- _What to work on_: Filter these entries down to the lines that hold the word "main", and show each of them.

::: Supplied entries :::

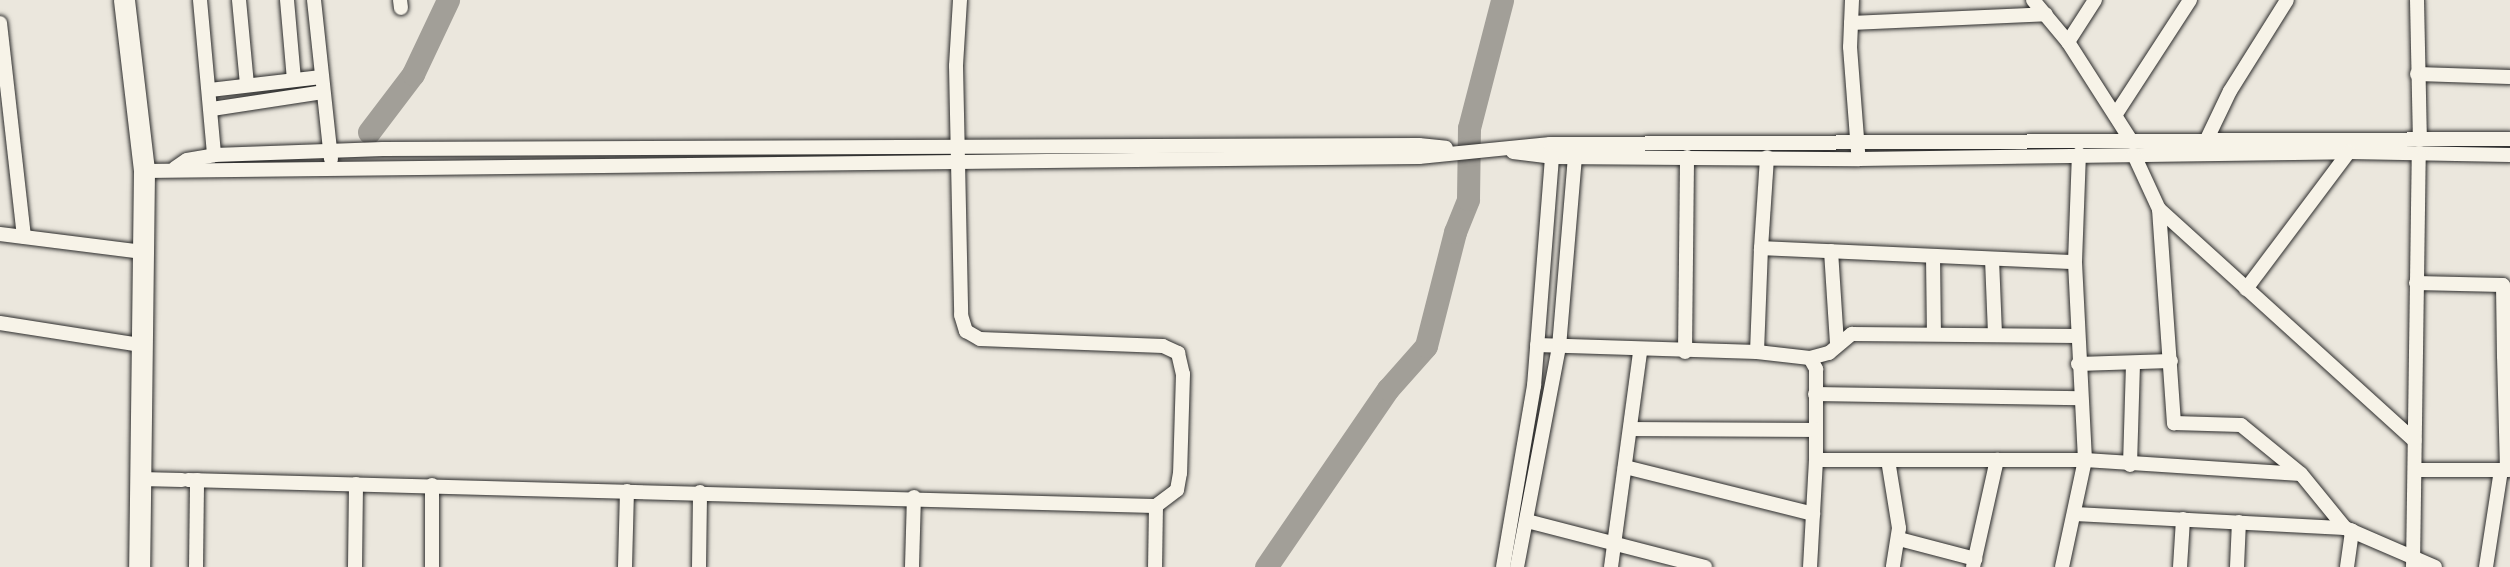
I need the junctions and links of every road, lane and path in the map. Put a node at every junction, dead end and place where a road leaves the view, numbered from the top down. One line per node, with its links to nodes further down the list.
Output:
1 (124, 0): 47 (main road)
2 (200, 0): 23 (street)
3 (239, 0): 4 (street); 22 (street)
4 (247, 0)
5 (287, 0): 20 (street)
6 (314, 0): 21 (street)
7 (960, 0): 30 (street)
8 (1852, 0): 16 (street)
9 (2033, 0): 14 (street)
10 (2095, 0): 17 (street)
11 (2190, 0): 25 (street)
12 (2287, 0): 27 (street)
13 (2417, 0): 18 (street)
14 (2046, 13): 16 (street); 17 (street)
15 (0, 23): 50 (street)
16 (1851, 23): 28 (street)
17 (2068, 42): 25 (street)
18 (2417, 74): 19 (street); 29 (street)
19 (2510, 77)
20 (294, 80): 21 (street); 22 (street)
21 (322, 84): 24 (street); 34 (street)
22 (247, 85): 23 (street)
23 (210, 90): 24 (street)
24 (212, 109): 36 (street)
25 (2116, 114): 32 (street)
26 (2510, 139): 29 (street)
27 (2206, 141): 29 (street); 32 (street)
28 (1857, 143): 31 (street); 32 (street); 43 (street)
29 (2419, 147): 35 (street); 38 (street); 57 (street)
30 (960, 149): 33 (street); 34 (street); 44 (street)
31 (1501, 149): 33 (street); 39 (street)
32 (2133, 149): 35 (street); 37 (street); 48 (street)
33 (1461, 150): 44 (street)
34 (329, 152): 36 (street); 45 (street)
35 (2349, 152): 59 (street)
36 (214, 155): 46 (street)
37 (2079, 155): 43 (street); 56 (street)
38 (2510, 155)
39 (1552, 157): 40 (street); 66 (street)
40 (1575, 157): 42 (street); 67 (street)
41 (1766, 157): 42 (street); 43 (street); 51 (street)
42 (1687, 158): 69 (street)
43 (1859, 159)
44 (960, 165): 45 (street); 97 (street)
45 (333, 167): 46 (street)
46 (175, 169): 47 (street)
47 (144, 171): 53 (main road)
48 (2159, 209): 59 (street); 73 (street)
49 (0, 234): 50 (street)
50 (24, 237): 53 (street)
51 (1761, 248): 52 (street); 70 (street)
52 (1832, 251): 54 (street); 64 (street)
53 (143, 252): 65 (main road)
54 (1933, 256): 55 (street); 61 (street)
55 (1992, 259): 56 (street); 62 (street)
56 (2076, 262): 63 (street)
57 (2416, 284): 58 (street); 80 (street)
58 (2507, 285): 71 (street)
59 (2246, 289): 80 (street)
60 (0, 323): 65 (street)
61 (1934, 333): 62 (street); 64 (street)
62 (1995, 334): 63 (street)
63 (2077, 336): 74 (street)
64 (1837, 343): 72 (street)
65 (141, 345): 90 (main road)
66 (1537, 345): 67 (street); 117 (street)
67 (1559, 347): 68 (street); 101 (street)
68 (1640, 352): 69 (street); 78 (street)
69 (1685, 352): 70 (street)
70 (1757, 352): 72 (street)
71 (2507, 356): 88 (street)
72 (1810, 358): 76 (street)
73 (2171, 361): 75 (street); 89 (street)
74 (2078, 364): 75 (street); 77 (street)
75 (2133, 364): 85 (street)
76 (1815, 394): 77 (street); 79 (street)
77 (2081, 398): 84 (street)
78 (1630, 429): 79 (street); 86 (street)
79 (1815, 430): 81 (street)
80 (2415, 441): 87 (street)
81 (1816, 460): 82 (street); 98 (street)
82 (1888, 460): 83 (street); 104 (street)
83 (1997, 460): 84 (street); 107 (street)
84 (2085, 460): 85 (street); 99 (street)
85 (2130, 465): 89 (street)
86 (1625, 467): 98 (street); 105 (street)
87 (2415, 470): 88 (street); 106 (street)
88 (2506, 470): 128 (street)
89 (2301, 474): 103 (street)
90 (140, 479): 91 (street); 109 (main road)
91 (189, 480): 92 (street); 110 (street)
92 (356, 484): 93 (street); 111 (street)
93 (432, 485): 94 (street); 112 (street)
94 (627, 491): 95 (street); 113 (street)
95 (700, 492): 96 (street); 114 (street)
96 (914, 497): 97 (street); 115 (street)
97 (1156, 506): 116 (street)
98 (1813, 514): 121 (street)
99 (2075, 514): 100 (street); 123 (street)
100 (2183, 519): 102 (street); 124 (street)
101 (1527, 521): 105 (street); 118 (street)
102 (2239, 522): 103 (street); 125 (street)
103 (2348, 529): 106 (street); 126 (street)
104 (1899, 539): 107 (street); 122 (street)
105 (1616, 544): 108 (street); 119 (street)
106 (2413, 562): 127 (street)
107 (1974, 563)
108 (1687, 565): 120 (street)
109 (139, 567)
110 (196, 567)
111 (355, 567)
112 (432, 567)
113 (625, 567)
114 (699, 567)
115 (912, 567)
116 (1155, 567)
117 (1503, 567)
118 (1517, 567)
119 (1611, 567)
120 (1705, 567)
121 (1810, 567)
122 (1893, 567)
123 (2062, 567)
124 (2180, 567)
125 (2237, 567)
126 (2347, 567)
127 (2435, 567)
128 (2486, 567)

:::

- _Exercise output_:
1 (124, 0): 47 (main road)
47 (144, 171): 53 (main road)
53 (143, 252): 65 (main road)
65 (141, 345): 90 (main road)
90 (140, 479): 91 (street); 109 (main road)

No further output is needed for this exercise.